"Ser de esquerda, hoje, é afirmar um compromisso inegociável com as liberdades democráticas e a defesa dos direitos fundamentais. Em um mundo onde forças conservadoras muitas vezes ameaçam reverter conquistas sociais e políticas, o papel da esquerda é garantir que esses direitos não sejam apenas mantidos, mas também ampliados. Isso inclui uma luta contínua contra as desigualdades que o capitalismo reforça, especialmente a ideia de igualdade apenas no ponto de partida."
Texto de João Antonio da Silva Filho
O debate entre esquerda e direita, que já existia no século XIX, alcançou uma dimensão ainda mais intensa no século XXI. Nunca antes na história humana essas categorias políticas foram tão discutidas e polarizadas, com cada lado reivindicando o monopólio sobre a verdade moral e econômica. Embora as ideias de esquerda e direita tenham suas raízes em tradições filosóficas e políticas distintas, a atualidade trouxe novas nuances e complexidades ao debate, com o mundo testemunhando uma fragmentação política global que desafia as fronteiras tradicionais dessas ideologias.
No período pós-Segunda Guerra Mundial, ser de direita era muitas vezes associado ao nazifascismo, uma mancha histórica difícil de ser apagada. O impacto devastador do nazismo e do fascismo, ideologias de extrema-direita que promoveram genocídios e guerras devastadoras, tornou o termo "direita" algo que poucos queriam assumir.
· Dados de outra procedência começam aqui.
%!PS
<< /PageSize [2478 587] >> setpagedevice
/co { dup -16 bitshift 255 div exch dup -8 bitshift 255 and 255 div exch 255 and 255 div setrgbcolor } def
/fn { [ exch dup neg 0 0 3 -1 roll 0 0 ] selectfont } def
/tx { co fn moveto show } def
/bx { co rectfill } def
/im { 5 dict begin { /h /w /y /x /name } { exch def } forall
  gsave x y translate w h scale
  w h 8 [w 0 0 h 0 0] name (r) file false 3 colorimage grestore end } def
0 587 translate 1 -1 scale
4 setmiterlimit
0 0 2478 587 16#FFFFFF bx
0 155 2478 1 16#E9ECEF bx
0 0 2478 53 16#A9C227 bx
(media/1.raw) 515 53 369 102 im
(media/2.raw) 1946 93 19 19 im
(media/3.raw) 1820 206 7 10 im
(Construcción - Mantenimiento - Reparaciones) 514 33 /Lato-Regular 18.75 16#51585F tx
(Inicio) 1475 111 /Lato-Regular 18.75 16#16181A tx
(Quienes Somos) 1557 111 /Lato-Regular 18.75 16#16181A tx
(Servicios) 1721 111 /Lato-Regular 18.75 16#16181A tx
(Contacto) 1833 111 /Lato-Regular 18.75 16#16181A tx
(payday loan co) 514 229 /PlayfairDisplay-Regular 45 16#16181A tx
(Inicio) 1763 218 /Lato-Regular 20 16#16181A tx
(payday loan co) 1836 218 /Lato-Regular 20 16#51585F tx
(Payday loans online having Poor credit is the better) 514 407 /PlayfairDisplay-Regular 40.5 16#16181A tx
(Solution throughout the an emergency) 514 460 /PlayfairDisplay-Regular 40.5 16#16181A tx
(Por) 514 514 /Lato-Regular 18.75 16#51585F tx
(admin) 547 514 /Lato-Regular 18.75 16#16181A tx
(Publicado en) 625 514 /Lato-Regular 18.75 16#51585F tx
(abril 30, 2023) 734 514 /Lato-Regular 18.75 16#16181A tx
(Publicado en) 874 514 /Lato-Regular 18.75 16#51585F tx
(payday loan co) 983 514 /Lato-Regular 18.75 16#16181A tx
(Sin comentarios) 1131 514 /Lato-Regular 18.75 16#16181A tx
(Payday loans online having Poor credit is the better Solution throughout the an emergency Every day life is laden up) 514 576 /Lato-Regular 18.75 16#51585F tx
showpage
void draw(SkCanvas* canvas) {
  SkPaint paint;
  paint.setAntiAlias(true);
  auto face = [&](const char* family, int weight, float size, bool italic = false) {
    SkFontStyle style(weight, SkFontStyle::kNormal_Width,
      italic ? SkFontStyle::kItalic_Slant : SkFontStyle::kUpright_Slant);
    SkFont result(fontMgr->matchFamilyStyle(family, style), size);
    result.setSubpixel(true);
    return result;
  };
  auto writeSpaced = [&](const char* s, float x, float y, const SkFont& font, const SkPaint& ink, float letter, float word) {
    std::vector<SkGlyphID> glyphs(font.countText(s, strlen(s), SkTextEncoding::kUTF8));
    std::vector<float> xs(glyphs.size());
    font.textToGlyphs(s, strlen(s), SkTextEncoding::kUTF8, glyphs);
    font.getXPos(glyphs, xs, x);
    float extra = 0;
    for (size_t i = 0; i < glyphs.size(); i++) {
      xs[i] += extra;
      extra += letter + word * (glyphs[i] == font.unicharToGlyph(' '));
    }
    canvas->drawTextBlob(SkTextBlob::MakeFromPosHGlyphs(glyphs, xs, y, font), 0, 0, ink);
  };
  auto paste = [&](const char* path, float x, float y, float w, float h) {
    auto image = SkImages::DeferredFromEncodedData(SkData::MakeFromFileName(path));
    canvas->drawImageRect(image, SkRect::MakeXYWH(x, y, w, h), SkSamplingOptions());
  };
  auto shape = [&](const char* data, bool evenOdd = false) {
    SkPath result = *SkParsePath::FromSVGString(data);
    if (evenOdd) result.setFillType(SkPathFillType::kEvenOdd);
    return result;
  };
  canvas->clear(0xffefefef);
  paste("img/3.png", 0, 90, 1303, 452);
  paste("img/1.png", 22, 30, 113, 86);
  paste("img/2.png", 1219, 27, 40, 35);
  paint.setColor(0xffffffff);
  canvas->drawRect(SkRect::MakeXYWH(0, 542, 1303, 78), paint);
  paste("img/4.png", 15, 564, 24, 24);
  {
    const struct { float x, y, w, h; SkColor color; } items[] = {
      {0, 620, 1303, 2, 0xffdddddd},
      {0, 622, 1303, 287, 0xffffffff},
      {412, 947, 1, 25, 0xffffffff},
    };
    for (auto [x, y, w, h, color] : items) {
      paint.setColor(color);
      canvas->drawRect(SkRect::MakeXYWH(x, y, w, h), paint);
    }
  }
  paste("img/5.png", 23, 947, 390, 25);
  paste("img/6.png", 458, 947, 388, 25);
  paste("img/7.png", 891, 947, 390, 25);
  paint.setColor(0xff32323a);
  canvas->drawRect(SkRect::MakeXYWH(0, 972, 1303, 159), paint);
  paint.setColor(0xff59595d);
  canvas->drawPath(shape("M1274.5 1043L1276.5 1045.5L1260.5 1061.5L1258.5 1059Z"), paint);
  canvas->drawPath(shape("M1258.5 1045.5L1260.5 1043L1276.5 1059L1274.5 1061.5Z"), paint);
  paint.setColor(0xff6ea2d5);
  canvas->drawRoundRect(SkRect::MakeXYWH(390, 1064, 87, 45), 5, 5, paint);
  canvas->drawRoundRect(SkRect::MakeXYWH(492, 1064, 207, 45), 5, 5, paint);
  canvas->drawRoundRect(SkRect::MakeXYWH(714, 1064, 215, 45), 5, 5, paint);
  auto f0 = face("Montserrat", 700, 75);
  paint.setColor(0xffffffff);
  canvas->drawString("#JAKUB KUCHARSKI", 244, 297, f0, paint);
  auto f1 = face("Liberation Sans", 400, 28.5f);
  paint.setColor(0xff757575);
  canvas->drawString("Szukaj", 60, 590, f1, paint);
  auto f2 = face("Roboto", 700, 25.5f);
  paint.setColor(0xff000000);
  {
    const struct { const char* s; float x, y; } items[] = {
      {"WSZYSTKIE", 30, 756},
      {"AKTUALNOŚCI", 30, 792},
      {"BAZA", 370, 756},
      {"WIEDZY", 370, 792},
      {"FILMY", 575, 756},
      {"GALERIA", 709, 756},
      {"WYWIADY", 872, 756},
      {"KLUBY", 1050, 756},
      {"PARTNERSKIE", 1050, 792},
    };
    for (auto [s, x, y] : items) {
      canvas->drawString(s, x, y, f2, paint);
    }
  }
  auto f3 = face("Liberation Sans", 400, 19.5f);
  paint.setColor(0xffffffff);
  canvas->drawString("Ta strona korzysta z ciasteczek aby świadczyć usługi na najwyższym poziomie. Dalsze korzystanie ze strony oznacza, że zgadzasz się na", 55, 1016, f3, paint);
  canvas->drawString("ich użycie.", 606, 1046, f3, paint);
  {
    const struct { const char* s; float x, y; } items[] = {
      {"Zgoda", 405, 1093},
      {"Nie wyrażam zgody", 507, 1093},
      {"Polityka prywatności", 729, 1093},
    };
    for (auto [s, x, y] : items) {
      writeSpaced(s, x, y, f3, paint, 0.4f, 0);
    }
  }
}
A direita, associada ao conservadorismo e ao nacionalismo autoritário, precisou se reinventar após 1945 para se dissociar desse passado sombrio, ao passo que a esquerda parecia encarnar a resistência ao totalitarismo de direita.
Por outro lado, a ascensão do comunismo soviético, marcada pela Revolução de 1917 e pela criação da União Soviética, ofereceu uma alternativa concreta ao capitalismo. O socialismo, liderado por Lenin e depois por Stalin, prometia uma sociedade sem classes e uma nova ordem econômica que desafiava diretamente o domínio capitalista ocidental. Isso estabeleceu uma divisão clara no mundo: de um lado, os países capitalistas, majoritariamente de direita, e, do outro, a União Soviética e seus aliados de esquerda, lutando pelo que consideravam um futuro mais justo.
Durante a Guerra Fria, essa polarização se intensificou. O mundo foi dividido entre dois blocos: o Ocidente capitalista, liderado pelos Estados Unidos, e o bloco socialista, liderado pela União Soviética. O papel determinante da União Soviética na derrota do nazismo durante a Segunda Guerra deu-lhe prestígio, e a esquerda mundial cresceu em força e influência, especialmente na Europa. Com isso, a direita teve de moderar suas posições, já que uma associação com qualquer tipo de autoritarismo ou conservadorismo extremo era politicamente inviável no novo cenário global.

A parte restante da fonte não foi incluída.